> [Task]
Your reply should hold only the lines from the records below where "above" occurs.

------ Stored data

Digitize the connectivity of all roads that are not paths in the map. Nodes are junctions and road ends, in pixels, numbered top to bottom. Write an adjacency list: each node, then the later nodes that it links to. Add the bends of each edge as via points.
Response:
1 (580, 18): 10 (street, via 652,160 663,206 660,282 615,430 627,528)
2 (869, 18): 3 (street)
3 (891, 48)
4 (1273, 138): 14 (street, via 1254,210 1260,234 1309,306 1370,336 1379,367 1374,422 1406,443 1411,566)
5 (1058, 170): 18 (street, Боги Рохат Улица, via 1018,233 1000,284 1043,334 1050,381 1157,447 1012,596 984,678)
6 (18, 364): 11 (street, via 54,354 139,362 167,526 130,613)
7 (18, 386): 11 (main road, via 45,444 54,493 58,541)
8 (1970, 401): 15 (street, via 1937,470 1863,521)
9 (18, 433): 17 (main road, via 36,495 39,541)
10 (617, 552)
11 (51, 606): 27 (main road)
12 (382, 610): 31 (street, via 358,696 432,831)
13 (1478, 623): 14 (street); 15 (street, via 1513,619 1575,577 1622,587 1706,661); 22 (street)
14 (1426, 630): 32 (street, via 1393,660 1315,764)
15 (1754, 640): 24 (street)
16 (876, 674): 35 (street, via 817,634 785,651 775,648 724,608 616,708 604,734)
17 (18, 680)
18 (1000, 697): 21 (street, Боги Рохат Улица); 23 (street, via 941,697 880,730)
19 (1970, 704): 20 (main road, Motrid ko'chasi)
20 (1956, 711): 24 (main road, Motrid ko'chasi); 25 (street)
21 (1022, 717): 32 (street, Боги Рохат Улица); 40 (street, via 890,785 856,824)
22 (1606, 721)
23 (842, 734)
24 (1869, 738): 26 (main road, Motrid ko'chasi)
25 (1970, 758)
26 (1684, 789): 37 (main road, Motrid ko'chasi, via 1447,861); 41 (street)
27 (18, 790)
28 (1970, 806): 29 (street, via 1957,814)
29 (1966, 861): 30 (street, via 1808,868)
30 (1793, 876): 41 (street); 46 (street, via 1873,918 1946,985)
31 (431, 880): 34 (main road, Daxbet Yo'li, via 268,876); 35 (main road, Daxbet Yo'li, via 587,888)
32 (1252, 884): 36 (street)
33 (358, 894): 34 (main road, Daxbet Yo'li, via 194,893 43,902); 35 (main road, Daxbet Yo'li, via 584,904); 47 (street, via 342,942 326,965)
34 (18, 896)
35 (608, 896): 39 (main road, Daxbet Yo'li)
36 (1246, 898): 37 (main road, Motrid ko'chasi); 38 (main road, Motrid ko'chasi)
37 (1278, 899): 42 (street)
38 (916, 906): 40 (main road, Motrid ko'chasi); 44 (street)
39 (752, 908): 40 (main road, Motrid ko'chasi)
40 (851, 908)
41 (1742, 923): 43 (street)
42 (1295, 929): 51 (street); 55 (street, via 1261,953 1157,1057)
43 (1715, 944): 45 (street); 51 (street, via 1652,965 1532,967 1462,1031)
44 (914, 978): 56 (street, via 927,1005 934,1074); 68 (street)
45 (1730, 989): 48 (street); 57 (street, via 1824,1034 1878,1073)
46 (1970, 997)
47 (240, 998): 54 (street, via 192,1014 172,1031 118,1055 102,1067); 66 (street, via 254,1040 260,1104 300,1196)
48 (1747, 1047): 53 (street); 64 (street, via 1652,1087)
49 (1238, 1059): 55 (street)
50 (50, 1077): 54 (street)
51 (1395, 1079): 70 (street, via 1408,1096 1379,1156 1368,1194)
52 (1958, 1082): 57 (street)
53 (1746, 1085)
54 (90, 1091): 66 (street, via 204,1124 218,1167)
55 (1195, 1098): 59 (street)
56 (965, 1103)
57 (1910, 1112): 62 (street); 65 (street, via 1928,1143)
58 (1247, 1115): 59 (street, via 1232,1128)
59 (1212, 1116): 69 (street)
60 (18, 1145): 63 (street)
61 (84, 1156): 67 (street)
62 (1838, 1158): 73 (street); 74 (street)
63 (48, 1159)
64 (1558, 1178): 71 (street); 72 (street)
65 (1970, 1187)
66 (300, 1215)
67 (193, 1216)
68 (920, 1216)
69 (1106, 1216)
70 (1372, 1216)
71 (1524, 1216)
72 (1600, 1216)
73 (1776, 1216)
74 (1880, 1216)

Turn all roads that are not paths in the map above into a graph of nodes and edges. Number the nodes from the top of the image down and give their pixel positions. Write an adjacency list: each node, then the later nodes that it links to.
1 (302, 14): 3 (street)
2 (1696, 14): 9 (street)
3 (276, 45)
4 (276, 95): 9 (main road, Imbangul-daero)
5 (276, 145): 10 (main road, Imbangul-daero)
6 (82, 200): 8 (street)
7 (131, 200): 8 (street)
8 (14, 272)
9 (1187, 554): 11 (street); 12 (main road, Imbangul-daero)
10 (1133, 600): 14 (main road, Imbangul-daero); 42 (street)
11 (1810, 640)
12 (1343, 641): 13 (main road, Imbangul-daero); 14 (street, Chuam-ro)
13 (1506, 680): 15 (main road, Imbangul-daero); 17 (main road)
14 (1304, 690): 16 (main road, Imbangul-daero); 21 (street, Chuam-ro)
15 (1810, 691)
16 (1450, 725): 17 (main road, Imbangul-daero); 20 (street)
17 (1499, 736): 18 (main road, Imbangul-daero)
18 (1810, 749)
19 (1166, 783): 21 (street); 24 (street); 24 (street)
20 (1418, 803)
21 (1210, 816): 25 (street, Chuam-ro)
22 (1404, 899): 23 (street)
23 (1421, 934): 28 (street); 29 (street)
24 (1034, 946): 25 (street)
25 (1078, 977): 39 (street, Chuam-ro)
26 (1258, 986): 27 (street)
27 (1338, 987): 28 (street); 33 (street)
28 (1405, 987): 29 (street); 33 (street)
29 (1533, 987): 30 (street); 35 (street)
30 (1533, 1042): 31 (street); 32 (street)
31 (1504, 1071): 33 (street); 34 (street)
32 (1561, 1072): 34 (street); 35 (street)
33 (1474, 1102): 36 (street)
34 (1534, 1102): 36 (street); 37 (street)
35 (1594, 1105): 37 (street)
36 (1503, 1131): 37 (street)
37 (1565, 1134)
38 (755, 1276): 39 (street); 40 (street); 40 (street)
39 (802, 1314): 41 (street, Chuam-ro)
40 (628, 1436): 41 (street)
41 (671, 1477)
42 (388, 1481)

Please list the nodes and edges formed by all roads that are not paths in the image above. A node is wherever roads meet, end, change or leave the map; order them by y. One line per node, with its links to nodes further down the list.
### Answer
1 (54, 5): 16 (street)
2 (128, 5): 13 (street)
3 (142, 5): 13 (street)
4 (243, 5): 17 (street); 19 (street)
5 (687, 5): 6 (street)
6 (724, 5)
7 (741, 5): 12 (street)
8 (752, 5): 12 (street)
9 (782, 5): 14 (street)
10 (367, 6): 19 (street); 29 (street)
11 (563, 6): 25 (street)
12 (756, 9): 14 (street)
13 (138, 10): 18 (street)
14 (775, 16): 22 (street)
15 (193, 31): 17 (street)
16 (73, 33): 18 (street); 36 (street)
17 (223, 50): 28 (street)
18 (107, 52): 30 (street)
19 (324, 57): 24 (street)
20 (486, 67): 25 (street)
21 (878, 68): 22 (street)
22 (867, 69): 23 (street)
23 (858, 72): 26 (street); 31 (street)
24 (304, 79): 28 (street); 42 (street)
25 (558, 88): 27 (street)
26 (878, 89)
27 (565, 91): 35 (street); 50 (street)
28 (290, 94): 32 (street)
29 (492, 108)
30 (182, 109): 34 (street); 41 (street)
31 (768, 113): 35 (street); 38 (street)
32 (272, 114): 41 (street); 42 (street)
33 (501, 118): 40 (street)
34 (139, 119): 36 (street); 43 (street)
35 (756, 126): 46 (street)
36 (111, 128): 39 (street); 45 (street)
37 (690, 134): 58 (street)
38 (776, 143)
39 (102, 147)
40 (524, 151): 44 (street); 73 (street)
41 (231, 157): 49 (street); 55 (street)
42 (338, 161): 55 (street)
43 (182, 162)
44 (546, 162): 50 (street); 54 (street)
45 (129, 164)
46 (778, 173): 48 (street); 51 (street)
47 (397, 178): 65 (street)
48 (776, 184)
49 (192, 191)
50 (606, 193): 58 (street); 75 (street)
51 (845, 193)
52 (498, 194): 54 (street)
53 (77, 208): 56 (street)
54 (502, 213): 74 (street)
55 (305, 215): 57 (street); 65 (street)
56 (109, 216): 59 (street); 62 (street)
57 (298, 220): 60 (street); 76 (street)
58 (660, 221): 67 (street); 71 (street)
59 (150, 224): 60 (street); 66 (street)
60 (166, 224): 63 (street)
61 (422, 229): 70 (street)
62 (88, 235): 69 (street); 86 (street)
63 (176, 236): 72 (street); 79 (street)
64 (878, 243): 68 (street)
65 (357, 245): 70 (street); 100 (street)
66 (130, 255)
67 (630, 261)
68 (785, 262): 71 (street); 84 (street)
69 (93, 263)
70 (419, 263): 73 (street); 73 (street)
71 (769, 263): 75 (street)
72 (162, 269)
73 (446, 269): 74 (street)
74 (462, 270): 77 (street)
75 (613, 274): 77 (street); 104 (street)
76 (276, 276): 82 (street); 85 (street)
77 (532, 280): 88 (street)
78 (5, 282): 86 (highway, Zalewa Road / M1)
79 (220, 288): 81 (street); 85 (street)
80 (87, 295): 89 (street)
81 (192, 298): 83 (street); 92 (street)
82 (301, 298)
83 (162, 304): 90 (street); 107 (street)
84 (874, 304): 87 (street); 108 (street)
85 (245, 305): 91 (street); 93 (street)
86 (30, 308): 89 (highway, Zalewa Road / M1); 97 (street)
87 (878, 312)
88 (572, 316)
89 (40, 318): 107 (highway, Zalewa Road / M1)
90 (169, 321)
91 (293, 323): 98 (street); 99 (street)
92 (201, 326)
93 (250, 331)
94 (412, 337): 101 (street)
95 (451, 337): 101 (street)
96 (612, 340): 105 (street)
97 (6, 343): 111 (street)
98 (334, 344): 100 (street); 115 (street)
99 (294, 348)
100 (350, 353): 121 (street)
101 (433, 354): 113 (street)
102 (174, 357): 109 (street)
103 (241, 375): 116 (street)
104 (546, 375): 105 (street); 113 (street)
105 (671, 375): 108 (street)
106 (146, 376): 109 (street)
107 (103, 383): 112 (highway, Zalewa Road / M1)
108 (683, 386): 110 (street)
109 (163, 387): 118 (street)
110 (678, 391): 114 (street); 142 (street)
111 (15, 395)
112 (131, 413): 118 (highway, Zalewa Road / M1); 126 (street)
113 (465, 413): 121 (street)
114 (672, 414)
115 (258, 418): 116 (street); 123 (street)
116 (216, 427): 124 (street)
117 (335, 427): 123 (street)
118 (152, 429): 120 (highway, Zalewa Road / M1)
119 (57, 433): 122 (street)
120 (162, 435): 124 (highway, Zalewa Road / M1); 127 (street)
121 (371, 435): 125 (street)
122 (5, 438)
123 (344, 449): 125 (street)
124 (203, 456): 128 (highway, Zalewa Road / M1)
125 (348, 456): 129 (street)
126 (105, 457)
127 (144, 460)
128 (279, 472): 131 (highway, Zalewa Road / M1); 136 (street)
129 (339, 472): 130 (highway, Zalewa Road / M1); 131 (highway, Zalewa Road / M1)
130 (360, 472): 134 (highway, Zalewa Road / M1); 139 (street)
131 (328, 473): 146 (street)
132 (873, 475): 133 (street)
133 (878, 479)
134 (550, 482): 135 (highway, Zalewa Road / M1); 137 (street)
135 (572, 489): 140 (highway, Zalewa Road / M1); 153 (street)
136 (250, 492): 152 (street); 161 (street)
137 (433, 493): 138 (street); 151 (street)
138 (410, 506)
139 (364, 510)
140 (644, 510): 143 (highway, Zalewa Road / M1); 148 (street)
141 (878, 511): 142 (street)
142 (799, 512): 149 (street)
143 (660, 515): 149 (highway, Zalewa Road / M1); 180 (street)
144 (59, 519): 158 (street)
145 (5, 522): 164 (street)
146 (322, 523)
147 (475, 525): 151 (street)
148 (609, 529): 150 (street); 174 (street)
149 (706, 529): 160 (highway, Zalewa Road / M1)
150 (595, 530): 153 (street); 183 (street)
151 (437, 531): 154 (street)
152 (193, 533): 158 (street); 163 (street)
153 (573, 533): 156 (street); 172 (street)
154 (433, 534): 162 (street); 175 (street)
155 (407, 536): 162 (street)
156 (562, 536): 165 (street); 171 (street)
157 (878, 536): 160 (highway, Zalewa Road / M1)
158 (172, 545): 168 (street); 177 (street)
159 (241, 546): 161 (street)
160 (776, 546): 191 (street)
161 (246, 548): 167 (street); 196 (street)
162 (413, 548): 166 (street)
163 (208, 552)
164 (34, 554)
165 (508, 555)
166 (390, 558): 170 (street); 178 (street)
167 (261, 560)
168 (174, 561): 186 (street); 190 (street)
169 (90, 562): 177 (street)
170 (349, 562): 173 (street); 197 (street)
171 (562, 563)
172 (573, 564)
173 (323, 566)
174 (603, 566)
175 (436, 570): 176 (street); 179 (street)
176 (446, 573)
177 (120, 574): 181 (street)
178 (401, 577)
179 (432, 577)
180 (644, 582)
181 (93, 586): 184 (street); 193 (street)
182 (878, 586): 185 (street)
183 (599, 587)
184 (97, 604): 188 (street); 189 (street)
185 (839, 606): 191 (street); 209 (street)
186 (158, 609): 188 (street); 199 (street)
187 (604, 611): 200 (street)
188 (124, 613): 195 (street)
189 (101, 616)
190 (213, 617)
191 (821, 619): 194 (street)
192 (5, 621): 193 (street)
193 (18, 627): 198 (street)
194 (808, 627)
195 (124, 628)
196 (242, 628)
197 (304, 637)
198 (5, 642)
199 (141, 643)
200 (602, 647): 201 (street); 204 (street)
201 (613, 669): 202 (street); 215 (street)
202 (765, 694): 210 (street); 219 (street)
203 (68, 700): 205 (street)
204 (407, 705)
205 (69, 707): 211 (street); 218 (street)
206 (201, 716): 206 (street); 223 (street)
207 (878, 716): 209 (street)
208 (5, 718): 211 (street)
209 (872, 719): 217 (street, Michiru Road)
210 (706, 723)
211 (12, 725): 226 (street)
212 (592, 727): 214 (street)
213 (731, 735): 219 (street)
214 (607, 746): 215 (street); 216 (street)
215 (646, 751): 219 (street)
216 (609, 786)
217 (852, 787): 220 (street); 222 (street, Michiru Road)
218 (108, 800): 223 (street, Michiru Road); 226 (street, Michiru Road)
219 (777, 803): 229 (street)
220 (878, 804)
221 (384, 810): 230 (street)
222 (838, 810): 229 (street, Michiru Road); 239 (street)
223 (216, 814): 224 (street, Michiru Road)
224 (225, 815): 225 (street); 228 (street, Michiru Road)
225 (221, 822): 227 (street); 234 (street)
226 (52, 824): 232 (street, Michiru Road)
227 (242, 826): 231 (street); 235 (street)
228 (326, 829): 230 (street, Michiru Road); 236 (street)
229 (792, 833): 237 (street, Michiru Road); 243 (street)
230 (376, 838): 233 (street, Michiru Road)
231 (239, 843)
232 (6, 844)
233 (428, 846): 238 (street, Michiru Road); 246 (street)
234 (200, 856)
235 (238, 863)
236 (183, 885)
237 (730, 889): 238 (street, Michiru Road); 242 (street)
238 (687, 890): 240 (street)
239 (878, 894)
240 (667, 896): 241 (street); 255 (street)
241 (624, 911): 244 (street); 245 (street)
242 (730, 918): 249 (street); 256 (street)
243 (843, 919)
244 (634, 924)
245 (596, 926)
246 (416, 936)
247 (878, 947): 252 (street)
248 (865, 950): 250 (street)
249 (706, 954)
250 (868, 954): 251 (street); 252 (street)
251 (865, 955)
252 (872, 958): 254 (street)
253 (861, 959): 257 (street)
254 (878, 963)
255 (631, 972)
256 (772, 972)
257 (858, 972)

------------

> [Exercise solution]
Turn all roads that are not paths in the map above into a graph of nodes and edges. Number the nodes from the top of the image down and give their pixel positions. Write an adjacency list: each node, then the later nodes that it links to.
Please list the nodes and edges formed by all roads that are not paths in the image above. A node is wherever roads meet, end, change or leave the map; order them by y. One line per node, with its links to nodes further down the list.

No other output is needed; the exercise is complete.